• [What the task requires]:
Set the listing down once more, exactly as given.

• [Raw data]:
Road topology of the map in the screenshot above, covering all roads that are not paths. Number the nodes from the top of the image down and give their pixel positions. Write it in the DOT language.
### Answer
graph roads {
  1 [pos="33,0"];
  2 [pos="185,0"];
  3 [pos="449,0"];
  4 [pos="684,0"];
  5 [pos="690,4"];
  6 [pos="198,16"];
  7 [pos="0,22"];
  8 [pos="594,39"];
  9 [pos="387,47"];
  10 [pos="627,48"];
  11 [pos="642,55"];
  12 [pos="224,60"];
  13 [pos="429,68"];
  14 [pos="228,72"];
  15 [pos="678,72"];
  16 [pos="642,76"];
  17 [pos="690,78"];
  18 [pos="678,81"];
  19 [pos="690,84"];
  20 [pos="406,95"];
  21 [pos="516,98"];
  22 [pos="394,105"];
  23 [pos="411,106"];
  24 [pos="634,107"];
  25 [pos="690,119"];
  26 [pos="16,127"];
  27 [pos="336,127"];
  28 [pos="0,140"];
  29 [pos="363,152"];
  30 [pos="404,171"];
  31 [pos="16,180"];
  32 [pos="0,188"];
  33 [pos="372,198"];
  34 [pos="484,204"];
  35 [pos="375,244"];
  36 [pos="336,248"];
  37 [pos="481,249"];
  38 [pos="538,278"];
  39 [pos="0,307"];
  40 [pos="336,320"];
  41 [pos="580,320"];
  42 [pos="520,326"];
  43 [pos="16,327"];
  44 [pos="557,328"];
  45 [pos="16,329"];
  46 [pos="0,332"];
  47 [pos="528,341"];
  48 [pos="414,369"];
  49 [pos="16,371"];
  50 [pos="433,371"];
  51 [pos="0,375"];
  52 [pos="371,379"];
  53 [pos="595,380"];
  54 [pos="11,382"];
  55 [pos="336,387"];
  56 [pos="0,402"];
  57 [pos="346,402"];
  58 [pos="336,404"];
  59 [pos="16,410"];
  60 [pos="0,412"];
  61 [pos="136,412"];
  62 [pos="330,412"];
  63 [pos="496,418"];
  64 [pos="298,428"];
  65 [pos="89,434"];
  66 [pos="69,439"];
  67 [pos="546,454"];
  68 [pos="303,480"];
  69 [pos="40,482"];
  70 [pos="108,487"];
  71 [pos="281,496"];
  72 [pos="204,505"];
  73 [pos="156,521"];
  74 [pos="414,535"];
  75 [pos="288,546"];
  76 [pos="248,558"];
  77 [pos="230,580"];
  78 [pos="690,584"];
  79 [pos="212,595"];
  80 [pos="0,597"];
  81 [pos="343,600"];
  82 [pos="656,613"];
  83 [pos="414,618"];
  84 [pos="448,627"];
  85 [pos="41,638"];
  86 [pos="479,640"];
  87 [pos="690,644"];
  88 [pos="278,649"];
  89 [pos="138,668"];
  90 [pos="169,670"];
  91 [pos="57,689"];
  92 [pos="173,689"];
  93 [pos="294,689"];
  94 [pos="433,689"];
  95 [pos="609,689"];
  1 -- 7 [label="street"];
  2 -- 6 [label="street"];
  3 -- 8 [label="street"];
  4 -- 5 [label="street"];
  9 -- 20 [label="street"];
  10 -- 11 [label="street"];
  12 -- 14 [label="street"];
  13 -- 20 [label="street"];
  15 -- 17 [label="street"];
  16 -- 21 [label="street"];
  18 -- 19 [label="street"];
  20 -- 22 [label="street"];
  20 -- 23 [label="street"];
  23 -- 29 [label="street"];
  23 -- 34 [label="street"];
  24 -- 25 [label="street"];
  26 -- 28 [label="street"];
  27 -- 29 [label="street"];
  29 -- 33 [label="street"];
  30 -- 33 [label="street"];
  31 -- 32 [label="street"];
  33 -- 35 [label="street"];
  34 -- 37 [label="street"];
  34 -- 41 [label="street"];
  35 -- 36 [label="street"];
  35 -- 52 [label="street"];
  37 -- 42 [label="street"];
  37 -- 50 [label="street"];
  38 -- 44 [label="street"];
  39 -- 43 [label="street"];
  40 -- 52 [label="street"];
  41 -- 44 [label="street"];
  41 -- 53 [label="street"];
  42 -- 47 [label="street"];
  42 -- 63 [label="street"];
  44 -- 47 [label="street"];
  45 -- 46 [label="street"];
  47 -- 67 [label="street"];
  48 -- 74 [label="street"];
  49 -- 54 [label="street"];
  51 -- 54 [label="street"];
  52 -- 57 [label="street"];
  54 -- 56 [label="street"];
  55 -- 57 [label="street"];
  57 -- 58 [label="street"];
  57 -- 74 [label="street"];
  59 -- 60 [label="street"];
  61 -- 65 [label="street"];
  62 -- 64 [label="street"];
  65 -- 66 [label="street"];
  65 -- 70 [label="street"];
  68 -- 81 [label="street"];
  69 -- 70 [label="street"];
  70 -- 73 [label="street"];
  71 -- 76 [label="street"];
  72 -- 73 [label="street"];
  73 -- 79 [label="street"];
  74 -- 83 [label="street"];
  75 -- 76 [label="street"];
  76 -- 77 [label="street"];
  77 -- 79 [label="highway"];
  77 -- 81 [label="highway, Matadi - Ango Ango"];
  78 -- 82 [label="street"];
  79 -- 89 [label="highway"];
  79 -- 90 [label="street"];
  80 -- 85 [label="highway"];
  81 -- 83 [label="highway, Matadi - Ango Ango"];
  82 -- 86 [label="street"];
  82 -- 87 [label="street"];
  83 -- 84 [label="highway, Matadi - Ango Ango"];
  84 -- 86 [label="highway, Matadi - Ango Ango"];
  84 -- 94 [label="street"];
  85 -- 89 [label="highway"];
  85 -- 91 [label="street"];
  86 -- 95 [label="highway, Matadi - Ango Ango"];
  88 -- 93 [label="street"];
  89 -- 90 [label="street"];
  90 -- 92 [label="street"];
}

• [Task output]:
Road topology of the map in the screenshot above, covering all roads that are not paths. Number the nodes from the top of the image down and give their pixel positions. Write it in the DOT language.
### Answer
graph roads {
  1 [pos="33,0"];
  2 [pos="185,0"];
  3 [pos="449,0"];
  4 [pos="684,0"];
  5 [pos="690,4"];
  6 [pos="198,16"];
  7 [pos="0,22"];
  8 [pos="594,39"];
  9 [pos="387,47"];
  10 [pos="627,48"];
  11 [pos="642,55"];
  12 [pos="224,60"];
  13 [pos="429,68"];
  14 [pos="228,72"];
  15 [pos="678,72"];
  16 [pos="642,76"];
  17 [pos="690,78"];
  18 [pos="678,81"];
  19 [pos="690,84"];
  20 [pos="406,95"];
  21 [pos="516,98"];
  22 [pos="394,105"];
  23 [pos="411,106"];
  24 [pos="634,107"];
  25 [pos="690,119"];
  26 [pos="16,127"];
  27 [pos="336,127"];
  28 [pos="0,140"];
  29 [pos="363,152"];
  30 [pos="404,171"];
  31 [pos="16,180"];
  32 [pos="0,188"];
  33 [pos="372,198"];
  34 [pos="484,204"];
  35 [pos="375,244"];
  36 [pos="336,248"];
  37 [pos="481,249"];
  38 [pos="538,278"];
  39 [pos="0,307"];
  40 [pos="336,320"];
  41 [pos="580,320"];
  42 [pos="520,326"];
  43 [pos="16,327"];
  44 [pos="557,328"];
  45 [pos="16,329"];
  46 [pos="0,332"];
  47 [pos="528,341"];
  48 [pos="414,369"];
  49 [pos="16,371"];
  50 [pos="433,371"];
  51 [pos="0,375"];
  52 [pos="371,379"];
  53 [pos="595,380"];
  54 [pos="11,382"];
  55 [pos="336,387"];
  56 [pos="0,402"];
  57 [pos="346,402"];
  58 [pos="336,404"];
  59 [pos="16,410"];
  60 [pos="0,412"];
  61 [pos="136,412"];
  62 [pos="330,412"];
  63 [pos="496,418"];
  64 [pos="298,428"];
  65 [pos="89,434"];
  66 [pos="69,439"];
  67 [pos="546,454"];
  68 [pos="303,480"];
  69 [pos="40,482"];
  70 [pos="108,487"];
  71 [pos="281,496"];
  72 [pos="204,505"];
  73 [pos="156,521"];
  74 [pos="414,535"];
  75 [pos="288,546"];
  76 [pos="248,558"];
  77 [pos="230,580"];
  78 [pos="690,584"];
  79 [pos="212,595"];
  80 [pos="0,597"];
  81 [pos="343,600"];
  82 [pos="656,613"];
  83 [pos="414,618"];
  84 [pos="448,627"];
  85 [pos="41,638"];
  86 [pos="479,640"];
  87 [pos="690,644"];
  88 [pos="278,649"];
  89 [pos="138,668"];
  90 [pos="169,670"];
  91 [pos="57,689"];
  92 [pos="173,689"];
  93 [pos="294,689"];
  94 [pos="433,689"];
  95 [pos="609,689"];
  1 -- 7 [label="street"];
  2 -- 6 [label="street"];
  3 -- 8 [label="street"];
  4 -- 5 [label="street"];
  9 -- 20 [label="street"];
  10 -- 11 [label="street"];
  12 -- 14 [label="street"];
  13 -- 20 [label="street"];
  15 -- 17 [label="street"];
  16 -- 21 [label="street"];
  18 -- 19 [label="street"];
  20 -- 22 [label="street"];
  20 -- 23 [label="street"];
  23 -- 29 [label="street"];
  23 -- 34 [label="street"];
  24 -- 25 [label="street"];
  26 -- 28 [label="street"];
  27 -- 29 [label="street"];
  29 -- 33 [label="street"];
  30 -- 33 [label="street"];
  31 -- 32 [label="street"];
  33 -- 35 [label="street"];
  34 -- 37 [label="street"];
  34 -- 41 [label="street"];
  35 -- 36 [label="street"];
  35 -- 52 [label="street"];
  37 -- 42 [label="street"];
  37 -- 50 [label="street"];
  38 -- 44 [label="street"];
  39 -- 43 [label="street"];
  40 -- 52 [label="street"];
  41 -- 44 [label="street"];
  41 -- 53 [label="street"];
  42 -- 47 [label="street"];
  42 -- 63 [label="street"];
  44 -- 47 [label="street"];
  45 -- 46 [label="street"];
  47 -- 67 [label="street"];
  48 -- 74 [label="street"];
  49 -- 54 [label="street"];
  51 -- 54 [label="street"];
  52 -- 57 [label="street"];
  54 -- 56 [label="street"];
  55 -- 57 [label="street"];
  57 -- 58 [label="street"];
  57 -- 74 [label="street"];
  59 -- 60 [label="street"];
  61 -- 65 [label="street"];
  62 -- 64 [label="street"];
  65 -- 66 [label="street"];
  65 -- 70 [label="street"];
  68 -- 81 [label="street"];
  69 -- 70 [label="street"];
  70 -- 73 [label="street"];
  71 -- 76 [label="street"];
  72 -- 73 [label="street"];
  73 -- 79 [label="street"];
  74 -- 83 [label="street"];
  75 -- 76 [label="street"];
  76 -- 77 [label="street"];
  77 -- 79 [label="highway"];
  77 -- 81 [label="highway, Matadi - Ango Ango"];
  78 -- 82 [label="street"];
  79 -- 89 [label="highway"];
  79 -- 90 [label="street"];
  80 -- 85 [label="highway"];
  81 -- 83 [label="highway, Matadi - Ango Ango"];
  82 -- 86 [label="street"];
  82 -- 87 [label="street"];
  83 -- 84 [label="highway, Matadi - Ango Ango"];
  84 -- 86 [label="highway, Matadi - Ango Ango"];
  84 -- 94 [label="street"];
  85 -- 89 [label="highway"];
  85 -- 91 [label="street"];
  86 -- 95 [label="highway, Matadi - Ango Ango"];
  88 -- 93 [label="street"];
  89 -- 90 [label="street"];
  90 -- 92 [label="street"];
}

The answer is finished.